COMENTÁRIOS: Alvorecer, junto com Casulo e Entremeio, compõe uma primeira trilogia de vídeos caseiros, todos realizados no mesmo apartamento, em que eu morava. As imagens na televisão no início e no final do vídeo são justamente de Casulo, e há o recorte de planos-detalhe da casa assim como em Entremeio. Mas, desta vez, quis refrear os excessos formalistas do anterior Entremeio, soar menos aborrecido mas não menos melancólico. A chave para isso é a música de Dona Ivone Lara, cantada por mim mesmo, num tom bastante singular. Pensando bem, a estrutura é a mesma do Casulo: tento abrir a janela para ventilar o meu mundo claustrofóbico mas não consigo, e acaba-se com o mesmo final circular.

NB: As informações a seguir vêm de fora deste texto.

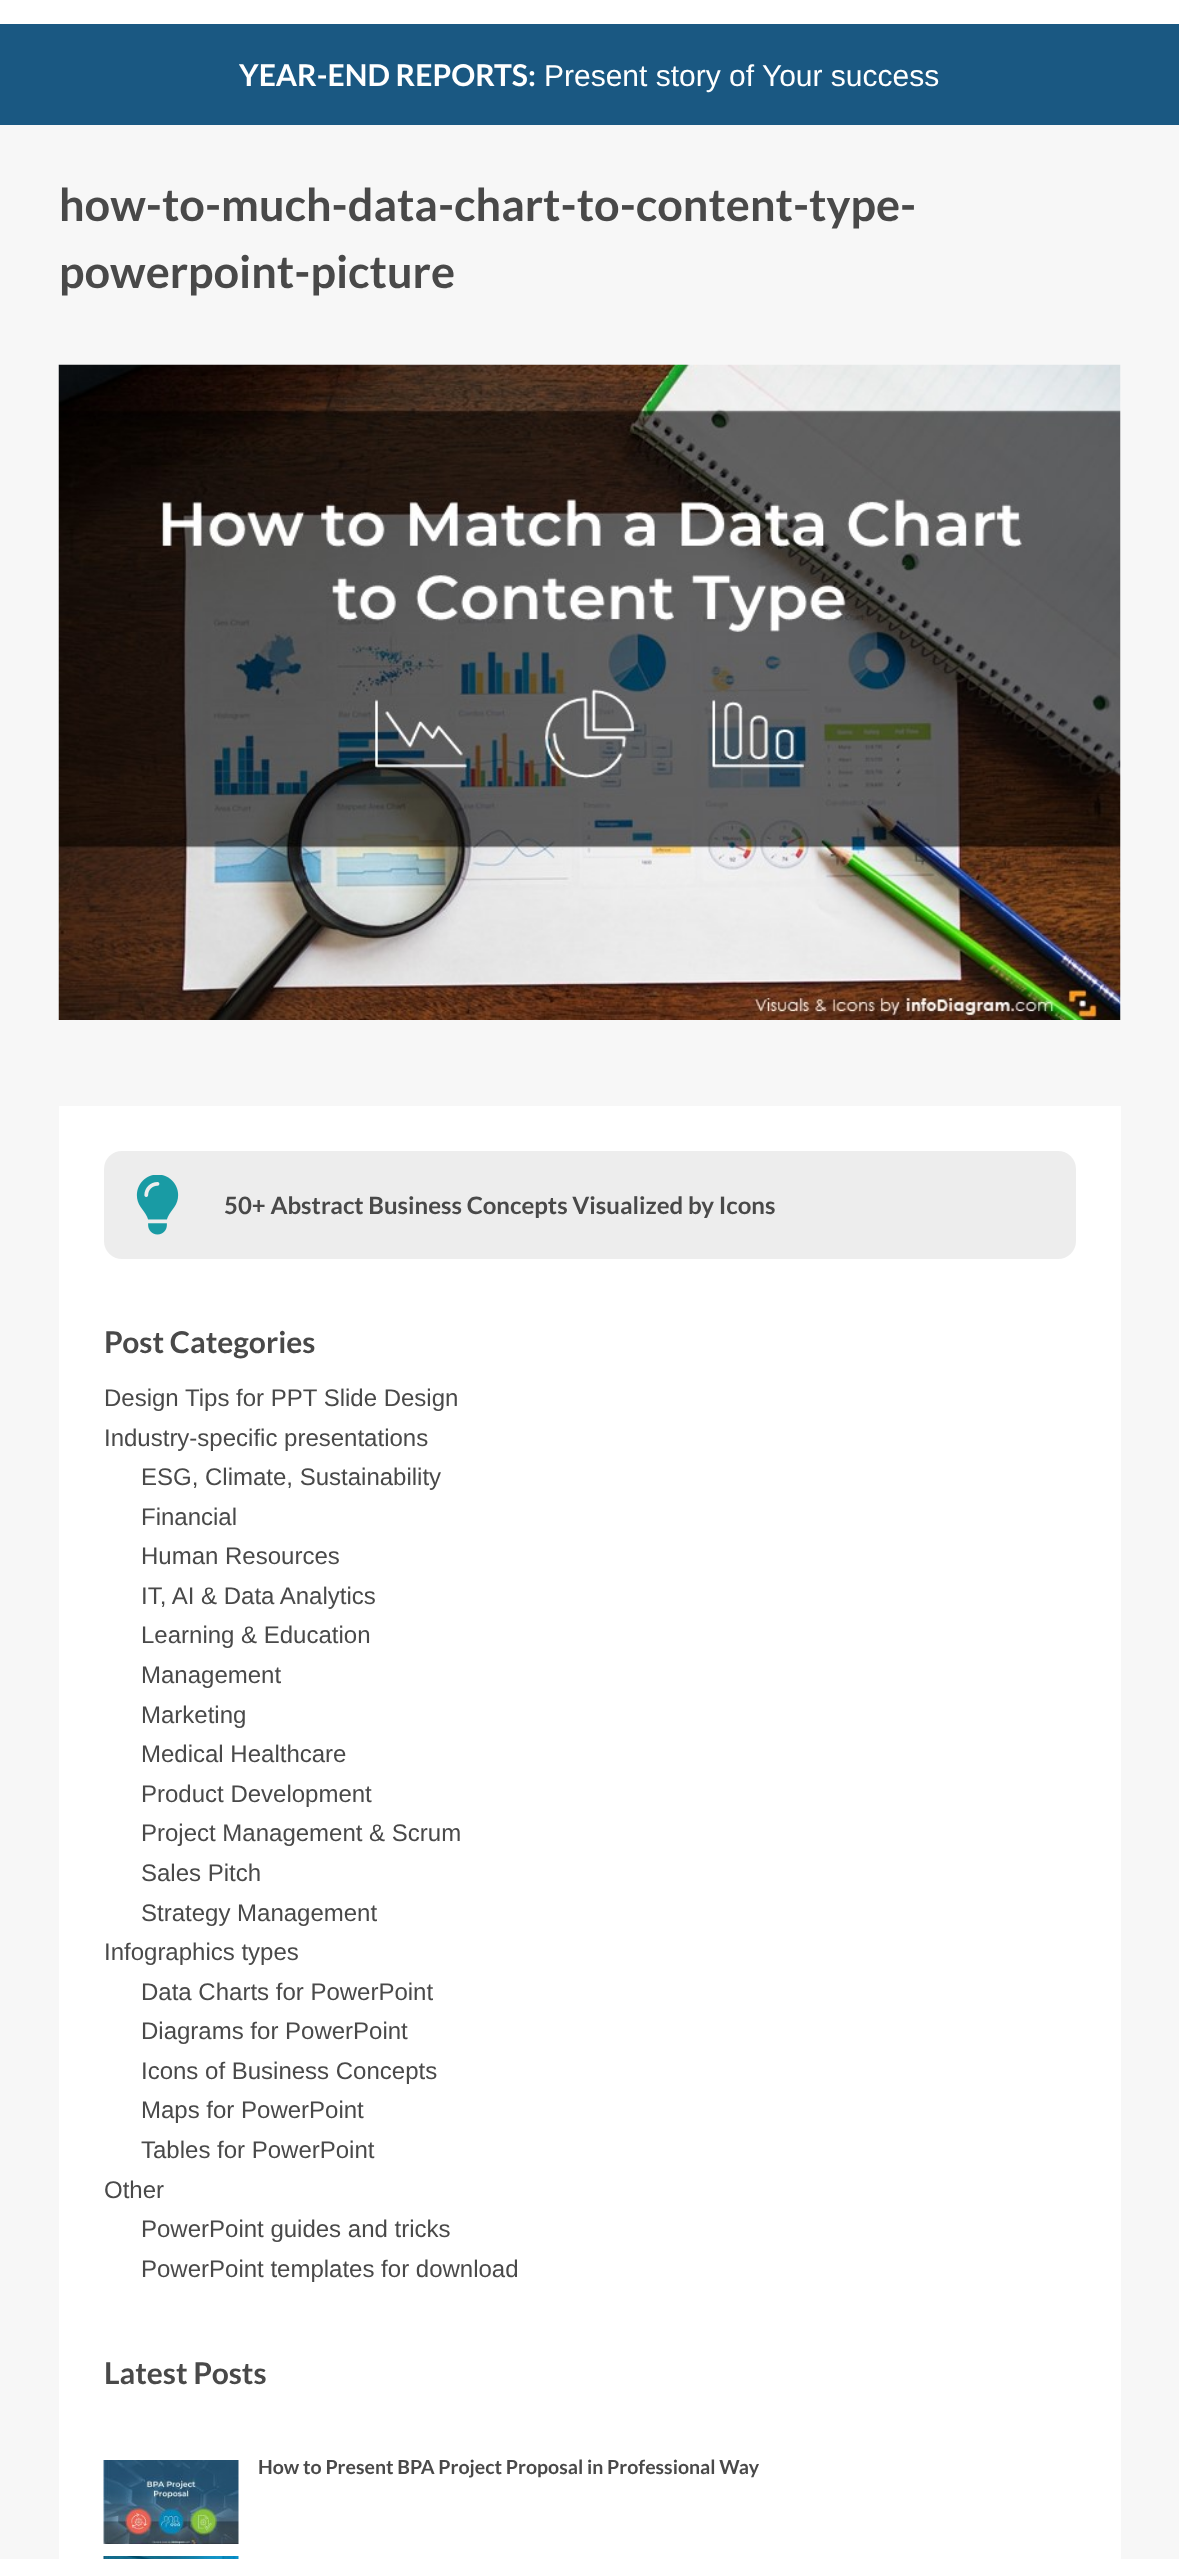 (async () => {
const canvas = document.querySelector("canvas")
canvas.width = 1179
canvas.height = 2559
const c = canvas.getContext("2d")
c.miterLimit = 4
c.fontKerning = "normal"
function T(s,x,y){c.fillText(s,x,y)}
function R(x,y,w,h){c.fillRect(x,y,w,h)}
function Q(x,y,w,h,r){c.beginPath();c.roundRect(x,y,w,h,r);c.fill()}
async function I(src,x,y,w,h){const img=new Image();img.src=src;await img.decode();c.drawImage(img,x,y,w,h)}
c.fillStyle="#f7f7f7"
R(0,0,1179,2559)
c.fillStyle="#fff"
R(0,0,1179,24)
c.fillStyle="#1a5882"
R(0,24,1179,101)
c.font="bold 30px Lato"
c.fillStyle="#fff"
T("YEAR-END REPORTS:",239,86)
c.font="30px Liberation Sans"
T("Present story of Your success",544,86)
c.font="bold 45px Lato"
c.fillStyle="#494949"
T("how-to-much-data-chart-to-content-type-",59,221)
T("powerpoint-picture",59,288)
await I("1.png",58,364,1063,656)
c.fillStyle="#fff"
R(59,1106,1062,1453)
c.fillStyle="#ededed"
Q(104,1151,972,108,18)
await I("2.png",136,1175,43,60)
c.font="bold 24px Lato"
c.fillStyle="#494949"
T("50+ Abstract Business Concepts Visualized by Icons",224,1214)
c.font="bold 30px Lato"
T("Post Categories",104,1353)
c.font="24px Liberation Sans"
T("Design Tips for PPT Slide Design",104,1406)
T("Industry-specific presentations",104,1446)
T("ESG, Climate, Sustainability",141,1485)
T("Financial",141,1525)
T("Human Resources",141,1564)
T("IT, AI & Data Analytics",141,1604)
T("Learning & Education",141,1643)
T("Management",141,1683)
T("Marketing",141,1723)
T("Medical Healthcare",141,1762)
T("Product Development",141,1802)
T("Project Management & Scrum",141,1841)
T("Sales Pitch",141,1881)
T("Strategy Management",141,1921)
T("Infographics types",104,1960)
T("Data Charts for PowerPoint",141,2000)
T("Diagrams for PowerPoint",141,2039)
T("Icons of Business Concepts",141,2079)
T("Maps for PowerPoint",141,2118)
T("Tables for PowerPoint",141,2158)
T("Other",104,2198)
T("PowerPoint guides and tricks",141,2237)
T("PowerPoint templates for download",141,2277)
c.font="bold 30px Lato"
T("Latest Posts",104,2384)
await I("3.png",103,2460,136,84)
c.font="bold 19.5px Lato"
T("How to Present BPA Project Proposal in Professional Way",258,2474)
await I("4.png",103,2556,136,3)
})()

É curioso pensar que abrir uma janela tornava-se base para a minha Carta do Ceará, realizado quase 10 anos depois.

Spencer, ontem, hoje e sempre 

(2003, 10´)

SINOPSE: Videopoema em homenagem ao cineasta e crítico de cinema pernambucano Fernando Spencer, autor de mais de 40 curtas-metragens desde o final dos anos 1960. Por meio de um paralelo entre cenas de seus filmes e de uma visita ao Rio de Janeiro, promove-se um passeio nostálgico e íntimo à obra do realizador. Em comum, os temas da memória, da solidão e da saudade.

FICHA TÉCNICA: Direção, Produção, Roteiro: Marcelo Ikeda. Câmera e Edição: Ivo Lopes Araújo. Elenco: Fernando Spencer.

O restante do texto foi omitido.